[Stored entries]
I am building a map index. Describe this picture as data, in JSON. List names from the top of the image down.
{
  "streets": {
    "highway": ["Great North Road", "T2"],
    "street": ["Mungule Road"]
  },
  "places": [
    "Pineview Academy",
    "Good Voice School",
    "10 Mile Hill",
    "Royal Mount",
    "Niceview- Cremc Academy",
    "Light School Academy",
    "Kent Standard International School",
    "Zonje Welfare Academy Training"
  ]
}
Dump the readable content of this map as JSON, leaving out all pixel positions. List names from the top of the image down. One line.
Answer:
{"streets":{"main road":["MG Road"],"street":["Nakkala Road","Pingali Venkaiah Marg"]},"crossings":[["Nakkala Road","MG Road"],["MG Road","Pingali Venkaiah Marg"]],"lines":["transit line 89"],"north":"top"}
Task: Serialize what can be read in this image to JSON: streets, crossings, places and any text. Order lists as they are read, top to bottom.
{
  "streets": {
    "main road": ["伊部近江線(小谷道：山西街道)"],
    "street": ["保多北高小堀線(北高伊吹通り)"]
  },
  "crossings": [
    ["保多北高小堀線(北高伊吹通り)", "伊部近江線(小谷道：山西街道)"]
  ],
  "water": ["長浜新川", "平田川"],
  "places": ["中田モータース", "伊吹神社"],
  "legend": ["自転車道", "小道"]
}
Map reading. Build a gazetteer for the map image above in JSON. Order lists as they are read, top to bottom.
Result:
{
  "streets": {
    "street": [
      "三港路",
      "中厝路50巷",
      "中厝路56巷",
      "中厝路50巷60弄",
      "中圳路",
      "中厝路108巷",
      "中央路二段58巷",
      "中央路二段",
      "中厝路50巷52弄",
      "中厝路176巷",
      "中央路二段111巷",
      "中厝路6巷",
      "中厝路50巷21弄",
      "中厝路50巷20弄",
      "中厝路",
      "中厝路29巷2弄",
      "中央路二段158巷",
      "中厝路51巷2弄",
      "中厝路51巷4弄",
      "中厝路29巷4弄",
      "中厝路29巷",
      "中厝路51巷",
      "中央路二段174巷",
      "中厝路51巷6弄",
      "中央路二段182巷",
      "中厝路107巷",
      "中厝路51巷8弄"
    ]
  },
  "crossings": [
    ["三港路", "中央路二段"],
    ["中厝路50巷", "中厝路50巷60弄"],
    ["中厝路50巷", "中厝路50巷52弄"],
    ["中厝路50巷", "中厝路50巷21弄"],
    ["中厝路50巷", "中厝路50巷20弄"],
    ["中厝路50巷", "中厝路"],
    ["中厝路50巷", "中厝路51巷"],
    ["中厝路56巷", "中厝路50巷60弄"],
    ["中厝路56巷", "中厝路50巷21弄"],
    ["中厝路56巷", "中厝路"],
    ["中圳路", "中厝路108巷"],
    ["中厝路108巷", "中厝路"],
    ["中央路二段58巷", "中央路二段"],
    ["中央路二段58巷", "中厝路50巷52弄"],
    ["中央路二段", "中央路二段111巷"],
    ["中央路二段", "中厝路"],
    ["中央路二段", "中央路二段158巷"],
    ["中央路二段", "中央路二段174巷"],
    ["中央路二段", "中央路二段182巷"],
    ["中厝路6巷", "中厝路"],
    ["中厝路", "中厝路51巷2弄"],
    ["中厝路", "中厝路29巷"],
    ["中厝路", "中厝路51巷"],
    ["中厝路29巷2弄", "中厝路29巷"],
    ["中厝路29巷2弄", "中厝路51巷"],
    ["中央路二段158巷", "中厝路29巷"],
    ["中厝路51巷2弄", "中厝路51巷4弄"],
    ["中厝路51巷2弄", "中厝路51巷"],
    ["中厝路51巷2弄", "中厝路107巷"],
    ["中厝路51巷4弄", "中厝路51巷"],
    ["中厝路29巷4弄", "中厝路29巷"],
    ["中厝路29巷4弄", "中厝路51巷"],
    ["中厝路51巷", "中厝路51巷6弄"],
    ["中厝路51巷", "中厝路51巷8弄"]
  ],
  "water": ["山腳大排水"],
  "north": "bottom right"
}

_Work order_
Among the lines above, return those that hold the word "main".

_Solved problem_
{"streets":{"main road":["MG Road"],"street":["Nakkala Road","Pingali Venkaiah Marg"]},"crossings":[["Nakkala Road","MG Road"],["MG Road","Pingali Venkaiah Marg"]],"lines":["transit line 89"],"north":"top"}
    "main road": ["伊部近江線(小谷道：山西街道)"],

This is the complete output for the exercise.